Leading confectionery manufacturer Nestle plans to invest in Cambodia by setting up an operation in the near future, a move majorly hailed by local dairy farmers as a means of boosting the fresh milk market in the Kingdom.

During a visit by a delegation led by Minister of Commerce Pan Sorasak to Nestle headquarters in Vevey, Switzerland on June 16, a representative said the company was looking for more opportunities in Cambodia.

Sorasak advised the company to work with the Consumer Protection, Competition and Fraud Repression Directorate-General (CPCFR) to explore the possibility of signing a memorandum of understanding in future.

Cambodia has high investment potential, thanks to free trade agreements with China, and South Korea as well as ASEAN and non-ASEAN nations under the Regional Comprehensive Economic Partnership (RCEP), he said.

“Cambodia has made great efforts at establishing legal standards and amending important laws to ensure integrity and better business and investment environment.

“These include the Law on the Management of Quality and Safety of Products and Services; Law on Consumer Protection; Law on Competition; and Food Safety Law, which will make a significant contribution to further boosting investor confidence,” he added.

Chhor Rithy, CEO of Khmer Fresh Milk which produces the Kirisu Farm milk brand, opined that greater demand for fresh milk should lead to levels of dairy cow rearing rivalling those seen in other countries, which in turn would create jobs for and improve the livelihoods of Cambodian farmers.

He reckoned that a milk powder factory in Cambodia would be a highly-effective method of taking local milk production to another level.

At present, the supply of fresh milk from local farms is not enough to meet demand though, Rithy told The Post on June 19, adding that Khmer Fresh Milk Co Ltd can meet about a fifth of market demand.

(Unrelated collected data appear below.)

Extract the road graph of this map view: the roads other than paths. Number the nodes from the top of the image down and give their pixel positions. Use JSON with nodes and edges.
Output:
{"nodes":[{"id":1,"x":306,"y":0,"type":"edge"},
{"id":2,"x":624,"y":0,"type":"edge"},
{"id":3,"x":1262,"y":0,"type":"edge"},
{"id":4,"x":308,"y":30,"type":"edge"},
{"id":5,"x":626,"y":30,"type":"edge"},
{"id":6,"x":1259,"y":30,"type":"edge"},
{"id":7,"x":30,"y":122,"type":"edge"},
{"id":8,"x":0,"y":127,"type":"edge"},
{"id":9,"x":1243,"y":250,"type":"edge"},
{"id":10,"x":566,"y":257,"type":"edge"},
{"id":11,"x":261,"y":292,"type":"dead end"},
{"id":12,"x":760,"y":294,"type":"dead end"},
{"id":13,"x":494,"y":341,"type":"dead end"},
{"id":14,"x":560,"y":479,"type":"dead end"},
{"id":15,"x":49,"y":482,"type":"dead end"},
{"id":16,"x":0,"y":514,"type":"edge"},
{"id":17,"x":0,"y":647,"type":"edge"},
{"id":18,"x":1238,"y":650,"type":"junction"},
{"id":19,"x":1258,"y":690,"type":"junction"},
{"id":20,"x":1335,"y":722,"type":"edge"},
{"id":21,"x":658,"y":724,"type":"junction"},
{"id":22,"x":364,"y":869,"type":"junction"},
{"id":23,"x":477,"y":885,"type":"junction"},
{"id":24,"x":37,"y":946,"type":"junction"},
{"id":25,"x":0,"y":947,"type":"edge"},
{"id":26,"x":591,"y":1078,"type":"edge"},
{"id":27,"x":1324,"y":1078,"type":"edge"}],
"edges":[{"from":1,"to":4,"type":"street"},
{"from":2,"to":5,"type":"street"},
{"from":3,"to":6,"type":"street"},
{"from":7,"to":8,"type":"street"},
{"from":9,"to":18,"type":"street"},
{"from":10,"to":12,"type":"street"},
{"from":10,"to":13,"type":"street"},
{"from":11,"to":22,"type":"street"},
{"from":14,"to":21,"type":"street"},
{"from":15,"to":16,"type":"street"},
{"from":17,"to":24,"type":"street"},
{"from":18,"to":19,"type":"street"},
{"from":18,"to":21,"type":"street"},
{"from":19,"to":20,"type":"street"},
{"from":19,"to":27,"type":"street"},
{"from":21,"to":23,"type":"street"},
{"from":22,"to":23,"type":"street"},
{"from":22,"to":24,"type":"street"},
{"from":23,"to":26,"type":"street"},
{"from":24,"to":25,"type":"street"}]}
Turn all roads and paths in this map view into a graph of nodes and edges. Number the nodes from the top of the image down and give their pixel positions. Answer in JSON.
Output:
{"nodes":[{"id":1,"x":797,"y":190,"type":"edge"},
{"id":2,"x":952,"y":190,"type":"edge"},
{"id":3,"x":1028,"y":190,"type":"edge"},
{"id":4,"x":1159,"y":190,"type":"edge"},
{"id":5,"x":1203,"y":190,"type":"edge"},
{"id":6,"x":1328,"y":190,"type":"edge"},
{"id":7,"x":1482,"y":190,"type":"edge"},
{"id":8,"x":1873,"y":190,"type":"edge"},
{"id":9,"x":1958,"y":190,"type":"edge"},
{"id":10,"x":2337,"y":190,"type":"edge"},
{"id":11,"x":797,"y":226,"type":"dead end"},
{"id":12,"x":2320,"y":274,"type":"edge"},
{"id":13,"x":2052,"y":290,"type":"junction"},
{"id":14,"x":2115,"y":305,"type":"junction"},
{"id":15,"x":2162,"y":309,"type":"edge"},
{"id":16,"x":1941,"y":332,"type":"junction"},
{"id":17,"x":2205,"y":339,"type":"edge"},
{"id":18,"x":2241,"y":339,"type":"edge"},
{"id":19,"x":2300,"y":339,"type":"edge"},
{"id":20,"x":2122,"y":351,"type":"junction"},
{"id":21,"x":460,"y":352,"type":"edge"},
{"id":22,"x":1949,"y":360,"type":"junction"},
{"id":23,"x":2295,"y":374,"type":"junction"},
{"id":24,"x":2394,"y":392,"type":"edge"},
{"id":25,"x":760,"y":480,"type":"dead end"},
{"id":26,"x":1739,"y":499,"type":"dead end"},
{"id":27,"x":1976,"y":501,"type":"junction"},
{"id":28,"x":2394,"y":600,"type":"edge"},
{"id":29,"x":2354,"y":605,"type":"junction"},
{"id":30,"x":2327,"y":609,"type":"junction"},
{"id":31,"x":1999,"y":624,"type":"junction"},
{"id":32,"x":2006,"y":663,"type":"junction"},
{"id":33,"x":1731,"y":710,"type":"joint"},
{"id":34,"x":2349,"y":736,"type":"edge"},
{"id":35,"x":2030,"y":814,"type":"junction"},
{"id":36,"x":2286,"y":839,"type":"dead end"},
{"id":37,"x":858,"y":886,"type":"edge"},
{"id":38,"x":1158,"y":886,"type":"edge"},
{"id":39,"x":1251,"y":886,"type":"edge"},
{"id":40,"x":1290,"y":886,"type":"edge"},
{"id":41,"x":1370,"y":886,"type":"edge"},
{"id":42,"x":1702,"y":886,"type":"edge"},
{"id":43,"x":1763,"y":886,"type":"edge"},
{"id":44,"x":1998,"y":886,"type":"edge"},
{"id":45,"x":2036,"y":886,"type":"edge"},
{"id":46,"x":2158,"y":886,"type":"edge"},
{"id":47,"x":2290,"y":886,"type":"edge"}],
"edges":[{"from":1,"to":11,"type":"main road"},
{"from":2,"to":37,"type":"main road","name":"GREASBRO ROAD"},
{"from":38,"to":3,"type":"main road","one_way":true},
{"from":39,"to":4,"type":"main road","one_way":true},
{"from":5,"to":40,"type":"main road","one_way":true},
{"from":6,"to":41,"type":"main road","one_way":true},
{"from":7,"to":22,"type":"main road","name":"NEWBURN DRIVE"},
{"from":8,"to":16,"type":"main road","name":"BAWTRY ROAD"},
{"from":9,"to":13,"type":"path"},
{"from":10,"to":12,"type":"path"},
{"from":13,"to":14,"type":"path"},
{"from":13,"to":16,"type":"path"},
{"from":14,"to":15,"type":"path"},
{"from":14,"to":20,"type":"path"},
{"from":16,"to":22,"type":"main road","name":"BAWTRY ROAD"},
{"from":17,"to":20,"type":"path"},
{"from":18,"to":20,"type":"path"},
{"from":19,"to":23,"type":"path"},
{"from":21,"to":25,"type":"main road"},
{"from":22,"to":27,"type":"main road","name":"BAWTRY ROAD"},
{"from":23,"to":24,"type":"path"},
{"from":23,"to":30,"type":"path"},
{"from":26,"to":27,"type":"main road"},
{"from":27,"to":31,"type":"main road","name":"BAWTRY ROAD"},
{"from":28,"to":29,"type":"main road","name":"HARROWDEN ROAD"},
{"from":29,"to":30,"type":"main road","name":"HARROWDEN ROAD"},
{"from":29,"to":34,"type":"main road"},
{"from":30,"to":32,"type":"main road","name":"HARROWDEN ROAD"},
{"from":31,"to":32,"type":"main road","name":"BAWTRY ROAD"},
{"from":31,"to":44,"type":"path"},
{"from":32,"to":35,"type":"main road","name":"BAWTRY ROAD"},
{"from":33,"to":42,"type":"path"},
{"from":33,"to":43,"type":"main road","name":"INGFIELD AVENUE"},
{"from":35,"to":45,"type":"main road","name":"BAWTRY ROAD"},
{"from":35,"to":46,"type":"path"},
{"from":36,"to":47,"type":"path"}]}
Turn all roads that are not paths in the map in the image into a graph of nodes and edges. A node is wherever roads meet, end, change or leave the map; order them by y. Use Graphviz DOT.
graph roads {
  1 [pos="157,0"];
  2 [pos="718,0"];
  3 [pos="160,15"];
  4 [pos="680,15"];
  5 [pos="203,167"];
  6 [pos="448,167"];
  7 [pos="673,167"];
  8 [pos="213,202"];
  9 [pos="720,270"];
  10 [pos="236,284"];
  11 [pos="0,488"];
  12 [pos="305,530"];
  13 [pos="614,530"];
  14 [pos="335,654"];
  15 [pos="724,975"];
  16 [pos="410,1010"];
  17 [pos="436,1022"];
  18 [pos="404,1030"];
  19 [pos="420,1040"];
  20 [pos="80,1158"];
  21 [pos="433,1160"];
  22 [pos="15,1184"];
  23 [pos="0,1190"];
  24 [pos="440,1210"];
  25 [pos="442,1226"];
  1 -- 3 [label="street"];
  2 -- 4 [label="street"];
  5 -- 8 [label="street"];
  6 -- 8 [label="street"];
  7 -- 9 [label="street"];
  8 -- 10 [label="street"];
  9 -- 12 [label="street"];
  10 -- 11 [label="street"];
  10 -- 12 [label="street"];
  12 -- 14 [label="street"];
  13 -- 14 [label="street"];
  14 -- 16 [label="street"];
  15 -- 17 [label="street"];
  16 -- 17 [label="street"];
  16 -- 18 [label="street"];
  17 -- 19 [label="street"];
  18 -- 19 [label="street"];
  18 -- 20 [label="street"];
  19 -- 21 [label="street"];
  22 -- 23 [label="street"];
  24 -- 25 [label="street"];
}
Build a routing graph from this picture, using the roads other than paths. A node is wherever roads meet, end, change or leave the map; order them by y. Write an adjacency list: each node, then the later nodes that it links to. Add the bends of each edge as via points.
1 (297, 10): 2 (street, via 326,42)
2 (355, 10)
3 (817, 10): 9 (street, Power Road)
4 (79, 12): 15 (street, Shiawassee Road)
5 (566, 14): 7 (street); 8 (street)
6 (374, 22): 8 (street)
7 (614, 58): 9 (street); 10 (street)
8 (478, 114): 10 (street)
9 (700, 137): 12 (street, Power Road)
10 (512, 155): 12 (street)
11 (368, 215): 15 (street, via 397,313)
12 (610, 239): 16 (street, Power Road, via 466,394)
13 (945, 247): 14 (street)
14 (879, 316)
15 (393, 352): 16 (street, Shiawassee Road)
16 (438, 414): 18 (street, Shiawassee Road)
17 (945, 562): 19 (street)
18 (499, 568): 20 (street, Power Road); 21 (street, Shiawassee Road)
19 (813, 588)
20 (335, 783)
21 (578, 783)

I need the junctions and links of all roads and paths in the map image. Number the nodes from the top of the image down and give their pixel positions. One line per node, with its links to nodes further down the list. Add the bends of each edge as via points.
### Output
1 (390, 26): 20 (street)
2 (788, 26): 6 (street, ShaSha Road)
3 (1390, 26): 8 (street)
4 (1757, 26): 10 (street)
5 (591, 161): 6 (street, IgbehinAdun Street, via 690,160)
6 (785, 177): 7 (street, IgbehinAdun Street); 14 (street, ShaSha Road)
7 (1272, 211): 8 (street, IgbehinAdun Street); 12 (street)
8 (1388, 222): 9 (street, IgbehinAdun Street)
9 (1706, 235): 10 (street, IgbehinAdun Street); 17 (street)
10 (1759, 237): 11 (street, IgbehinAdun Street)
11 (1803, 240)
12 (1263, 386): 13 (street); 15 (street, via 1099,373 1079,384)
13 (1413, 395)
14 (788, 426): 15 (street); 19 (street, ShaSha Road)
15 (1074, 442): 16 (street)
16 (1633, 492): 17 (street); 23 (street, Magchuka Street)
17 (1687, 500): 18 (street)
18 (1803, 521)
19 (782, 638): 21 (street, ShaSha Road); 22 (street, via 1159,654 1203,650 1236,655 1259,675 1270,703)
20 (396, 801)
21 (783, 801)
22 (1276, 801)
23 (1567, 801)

“Our local fresh milk production is very limited, with our Kirisu Farm producing only 10,000 litres per day, equivalent to about 20 per cent of the local fresh milk market. So if there are more local factories, we would need to increase our production,” he remarked.

However, there are other challenges, including the lack of technicians. “So, we often invite technicians from abroad to help train our own farm staff,” he said.

According to Rithy, Khmer Fresh Milk’s production of fresh milk is increasing daily, up from 2,000 litres at the time of initial sale to 10,000 litres per day, while the total number of cows on the farm has increased to nearly 1,000 head.